By the time of this printing, the date should be set for the recall
election of Marin County District Attorney Paula Kamena.

According to recall proponents, Kamena has failed in her duties through
conscious wrongdoing and by covering for county corruption. Kamena
characterizes the recall as backed by sore losers and misguided medical
marijuana advocates.

The following outlines main elements of the pro-recall argument.

Family Court Cover-Up

Former Marin Civil Grand Juror Martin Silverman was so affected by what he
heard on the Grand Jury, and when he and other grand jurors were blocked
from investigating Marin Family Law Court (FLC) matters by the County
Counsel's office, that he felt he had to take action. Motivated by the same
sense of civic duty that led to his Grand Jury service, but barred by Grand
Jury rules from disclosing confidential Grand Jury evidence or
deliberations, he took what many view as a commendable, inventive step, and
arranged for an independent investigation. The result was the 'Winner
Report,' a scathing evaluation of the Marin Family Law Court system that
called for further investigation and immediate suspensions of Judge Michael
Dufficy and Commissioner Sylvia Shapiro.

Rather than seek to evaluate the merits of the Winner Report, Kamena
immediately launched a threatening probe of Martin Silverman. Once the
recall commenced, Kamena dropped the potentially embarrassing probe by
handing it off to state Attorney General Bill Lockyer.

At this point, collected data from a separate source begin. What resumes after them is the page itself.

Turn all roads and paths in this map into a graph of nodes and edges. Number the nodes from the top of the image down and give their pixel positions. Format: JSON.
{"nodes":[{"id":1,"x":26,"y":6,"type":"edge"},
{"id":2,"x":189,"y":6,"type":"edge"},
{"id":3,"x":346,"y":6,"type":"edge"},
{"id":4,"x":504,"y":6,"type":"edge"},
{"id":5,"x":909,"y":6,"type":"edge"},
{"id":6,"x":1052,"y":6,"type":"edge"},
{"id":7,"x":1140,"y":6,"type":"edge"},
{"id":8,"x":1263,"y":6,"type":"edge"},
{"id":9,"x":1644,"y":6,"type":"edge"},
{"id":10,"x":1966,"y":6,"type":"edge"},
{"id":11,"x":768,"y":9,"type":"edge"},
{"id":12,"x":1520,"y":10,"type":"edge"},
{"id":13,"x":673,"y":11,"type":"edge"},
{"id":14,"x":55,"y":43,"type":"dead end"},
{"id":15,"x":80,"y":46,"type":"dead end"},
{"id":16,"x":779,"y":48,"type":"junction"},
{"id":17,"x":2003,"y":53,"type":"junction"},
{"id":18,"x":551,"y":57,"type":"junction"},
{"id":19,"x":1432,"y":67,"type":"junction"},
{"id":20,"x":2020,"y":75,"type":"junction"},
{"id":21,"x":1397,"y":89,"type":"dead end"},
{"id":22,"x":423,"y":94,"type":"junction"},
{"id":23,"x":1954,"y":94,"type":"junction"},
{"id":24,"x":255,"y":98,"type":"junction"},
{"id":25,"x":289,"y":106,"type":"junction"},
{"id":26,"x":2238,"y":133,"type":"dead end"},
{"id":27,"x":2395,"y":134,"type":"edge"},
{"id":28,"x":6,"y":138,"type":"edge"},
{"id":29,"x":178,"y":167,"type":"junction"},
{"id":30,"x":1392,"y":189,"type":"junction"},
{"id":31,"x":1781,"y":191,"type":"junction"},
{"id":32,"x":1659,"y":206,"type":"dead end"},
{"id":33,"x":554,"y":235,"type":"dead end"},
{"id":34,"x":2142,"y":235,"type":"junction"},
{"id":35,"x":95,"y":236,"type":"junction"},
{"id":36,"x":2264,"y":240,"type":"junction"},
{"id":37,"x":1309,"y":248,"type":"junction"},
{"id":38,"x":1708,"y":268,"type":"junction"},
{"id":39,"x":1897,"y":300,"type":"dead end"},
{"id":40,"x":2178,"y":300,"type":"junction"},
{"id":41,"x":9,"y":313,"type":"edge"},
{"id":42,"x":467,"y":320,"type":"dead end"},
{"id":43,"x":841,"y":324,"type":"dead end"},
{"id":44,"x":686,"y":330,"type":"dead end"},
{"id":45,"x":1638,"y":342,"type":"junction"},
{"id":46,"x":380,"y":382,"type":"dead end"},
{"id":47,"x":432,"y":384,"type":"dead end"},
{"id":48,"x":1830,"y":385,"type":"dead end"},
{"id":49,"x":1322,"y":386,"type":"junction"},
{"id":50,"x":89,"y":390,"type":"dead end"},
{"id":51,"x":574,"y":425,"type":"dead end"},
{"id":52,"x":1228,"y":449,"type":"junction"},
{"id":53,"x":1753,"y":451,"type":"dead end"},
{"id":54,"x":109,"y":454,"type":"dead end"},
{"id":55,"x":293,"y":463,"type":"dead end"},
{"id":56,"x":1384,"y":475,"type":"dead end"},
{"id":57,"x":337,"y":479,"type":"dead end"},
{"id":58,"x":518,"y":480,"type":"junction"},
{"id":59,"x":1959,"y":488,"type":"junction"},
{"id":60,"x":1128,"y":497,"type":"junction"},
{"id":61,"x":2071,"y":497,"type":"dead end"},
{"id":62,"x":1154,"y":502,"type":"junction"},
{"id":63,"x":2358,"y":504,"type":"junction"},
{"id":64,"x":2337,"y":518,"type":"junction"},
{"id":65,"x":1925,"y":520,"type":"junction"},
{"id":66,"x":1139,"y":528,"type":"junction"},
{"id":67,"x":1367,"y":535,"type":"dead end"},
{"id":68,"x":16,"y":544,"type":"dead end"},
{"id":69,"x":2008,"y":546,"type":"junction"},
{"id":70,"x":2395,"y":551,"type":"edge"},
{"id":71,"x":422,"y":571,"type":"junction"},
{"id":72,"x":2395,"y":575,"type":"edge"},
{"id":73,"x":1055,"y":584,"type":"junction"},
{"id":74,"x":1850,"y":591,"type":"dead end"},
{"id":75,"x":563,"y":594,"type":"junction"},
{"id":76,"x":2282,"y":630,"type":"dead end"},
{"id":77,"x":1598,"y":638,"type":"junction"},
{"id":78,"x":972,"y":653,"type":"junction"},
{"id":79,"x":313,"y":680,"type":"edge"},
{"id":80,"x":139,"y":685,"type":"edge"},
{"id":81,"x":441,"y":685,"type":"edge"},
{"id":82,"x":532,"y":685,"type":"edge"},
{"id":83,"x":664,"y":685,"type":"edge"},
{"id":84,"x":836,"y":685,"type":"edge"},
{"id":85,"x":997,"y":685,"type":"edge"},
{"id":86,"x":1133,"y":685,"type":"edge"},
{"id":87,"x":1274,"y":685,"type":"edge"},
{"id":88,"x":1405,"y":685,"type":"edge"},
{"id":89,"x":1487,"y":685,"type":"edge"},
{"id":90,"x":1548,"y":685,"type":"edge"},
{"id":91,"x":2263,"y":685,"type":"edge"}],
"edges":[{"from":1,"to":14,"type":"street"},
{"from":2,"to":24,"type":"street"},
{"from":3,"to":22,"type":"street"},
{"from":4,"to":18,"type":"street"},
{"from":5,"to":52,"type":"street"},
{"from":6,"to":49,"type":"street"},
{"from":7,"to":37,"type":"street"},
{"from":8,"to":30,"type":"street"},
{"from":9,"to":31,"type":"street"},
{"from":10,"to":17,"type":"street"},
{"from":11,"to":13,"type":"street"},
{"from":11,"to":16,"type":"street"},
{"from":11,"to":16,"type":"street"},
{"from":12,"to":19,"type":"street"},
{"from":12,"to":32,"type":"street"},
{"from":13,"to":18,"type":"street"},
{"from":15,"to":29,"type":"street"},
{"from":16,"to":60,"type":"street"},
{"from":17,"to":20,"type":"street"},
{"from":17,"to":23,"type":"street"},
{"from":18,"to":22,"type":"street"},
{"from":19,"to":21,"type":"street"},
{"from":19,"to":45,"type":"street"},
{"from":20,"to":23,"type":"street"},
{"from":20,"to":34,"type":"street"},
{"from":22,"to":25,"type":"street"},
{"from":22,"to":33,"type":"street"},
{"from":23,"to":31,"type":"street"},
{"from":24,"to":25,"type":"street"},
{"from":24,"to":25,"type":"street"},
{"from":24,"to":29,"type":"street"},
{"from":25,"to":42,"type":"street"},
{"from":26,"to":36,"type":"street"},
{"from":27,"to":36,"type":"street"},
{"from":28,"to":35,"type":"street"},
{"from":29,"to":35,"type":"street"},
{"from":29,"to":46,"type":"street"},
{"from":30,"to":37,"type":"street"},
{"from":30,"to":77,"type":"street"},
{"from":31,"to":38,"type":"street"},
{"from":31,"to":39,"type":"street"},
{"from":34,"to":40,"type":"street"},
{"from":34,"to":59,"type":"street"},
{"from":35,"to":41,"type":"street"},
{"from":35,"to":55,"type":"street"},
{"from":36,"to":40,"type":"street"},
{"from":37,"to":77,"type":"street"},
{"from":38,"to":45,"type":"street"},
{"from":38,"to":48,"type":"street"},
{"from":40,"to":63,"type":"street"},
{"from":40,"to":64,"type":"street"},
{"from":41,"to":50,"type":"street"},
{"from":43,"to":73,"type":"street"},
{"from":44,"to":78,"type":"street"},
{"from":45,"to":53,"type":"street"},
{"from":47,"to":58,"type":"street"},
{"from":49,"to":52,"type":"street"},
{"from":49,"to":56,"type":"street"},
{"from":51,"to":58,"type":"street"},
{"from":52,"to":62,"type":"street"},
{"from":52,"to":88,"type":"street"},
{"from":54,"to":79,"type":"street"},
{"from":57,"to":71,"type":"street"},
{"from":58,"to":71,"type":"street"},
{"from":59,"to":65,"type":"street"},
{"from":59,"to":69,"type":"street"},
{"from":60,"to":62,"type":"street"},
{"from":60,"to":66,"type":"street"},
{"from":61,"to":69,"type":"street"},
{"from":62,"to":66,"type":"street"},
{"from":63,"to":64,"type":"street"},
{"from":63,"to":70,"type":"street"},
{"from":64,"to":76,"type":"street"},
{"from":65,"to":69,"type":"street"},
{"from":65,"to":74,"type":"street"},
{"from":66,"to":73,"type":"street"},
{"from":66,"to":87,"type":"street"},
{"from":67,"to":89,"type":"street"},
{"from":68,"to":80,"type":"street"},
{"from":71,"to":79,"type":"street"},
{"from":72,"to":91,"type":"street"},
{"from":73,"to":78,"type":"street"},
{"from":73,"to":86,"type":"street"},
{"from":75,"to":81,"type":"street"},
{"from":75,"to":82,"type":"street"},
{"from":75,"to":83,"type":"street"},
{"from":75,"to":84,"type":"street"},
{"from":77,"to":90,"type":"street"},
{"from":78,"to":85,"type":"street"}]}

The Winner Report is commonly viewed as having sparked the spate of recall
efforts by citizens dismayed by FLC decisions. It was assailed on
relatively technical points in a vigorously defensive media campaign by
insiders of the County legal community, but raised many substantive
issues-about bias favoring insider attorneys, and other issues-which might
reasonably justify further investigation.

The Winner Report's criticisms of the Family Law Court system were given
dramatic support by the open testimonial of a system insider, Larkspur
attorney Kathryn Ballentine Shepherd. Shepherd, who admitted to being one
of the attorneys likely to benefit from the biases of the Courts,
criticized the FLC system in general and Judge Dufficy in particular.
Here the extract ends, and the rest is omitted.